Task details >> An acceptable answer repeats exactly the line with "ring pip: (109, 132)" and each line after it through the end of the entries, and includes nothing else.

Task data >>
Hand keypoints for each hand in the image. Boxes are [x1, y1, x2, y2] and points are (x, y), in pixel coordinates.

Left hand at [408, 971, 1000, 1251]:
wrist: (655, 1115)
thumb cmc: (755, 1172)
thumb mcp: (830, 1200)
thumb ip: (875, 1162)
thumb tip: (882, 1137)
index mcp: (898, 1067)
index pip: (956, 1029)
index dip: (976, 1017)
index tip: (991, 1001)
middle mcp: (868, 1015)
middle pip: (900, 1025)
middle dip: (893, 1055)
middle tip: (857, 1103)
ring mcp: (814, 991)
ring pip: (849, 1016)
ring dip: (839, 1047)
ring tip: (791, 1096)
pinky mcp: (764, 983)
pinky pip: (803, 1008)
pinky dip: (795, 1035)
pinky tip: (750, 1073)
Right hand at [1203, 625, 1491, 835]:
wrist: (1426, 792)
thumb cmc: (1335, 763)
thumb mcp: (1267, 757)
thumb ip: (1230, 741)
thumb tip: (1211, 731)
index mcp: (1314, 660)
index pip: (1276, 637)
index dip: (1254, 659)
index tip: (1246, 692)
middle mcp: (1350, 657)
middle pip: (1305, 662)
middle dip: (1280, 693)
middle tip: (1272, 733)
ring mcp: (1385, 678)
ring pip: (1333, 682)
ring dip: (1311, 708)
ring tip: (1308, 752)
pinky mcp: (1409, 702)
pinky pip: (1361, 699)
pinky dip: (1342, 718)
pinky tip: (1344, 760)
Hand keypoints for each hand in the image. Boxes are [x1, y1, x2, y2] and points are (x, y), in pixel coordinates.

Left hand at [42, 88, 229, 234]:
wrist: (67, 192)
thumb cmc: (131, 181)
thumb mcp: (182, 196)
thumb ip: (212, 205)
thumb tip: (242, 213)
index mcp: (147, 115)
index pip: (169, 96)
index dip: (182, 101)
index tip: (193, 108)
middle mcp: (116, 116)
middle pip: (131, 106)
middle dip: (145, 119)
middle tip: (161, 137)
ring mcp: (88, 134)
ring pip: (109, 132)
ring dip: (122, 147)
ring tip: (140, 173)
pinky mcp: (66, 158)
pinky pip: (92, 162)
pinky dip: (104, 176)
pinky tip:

Output below >>
ring pip: (109, 132)
ring dip: (122, 147)
ring tip: (140, 173)
pinky mcp: (66, 158)
pinky pip: (92, 162)
pinky dip: (104, 176)
pinky tip:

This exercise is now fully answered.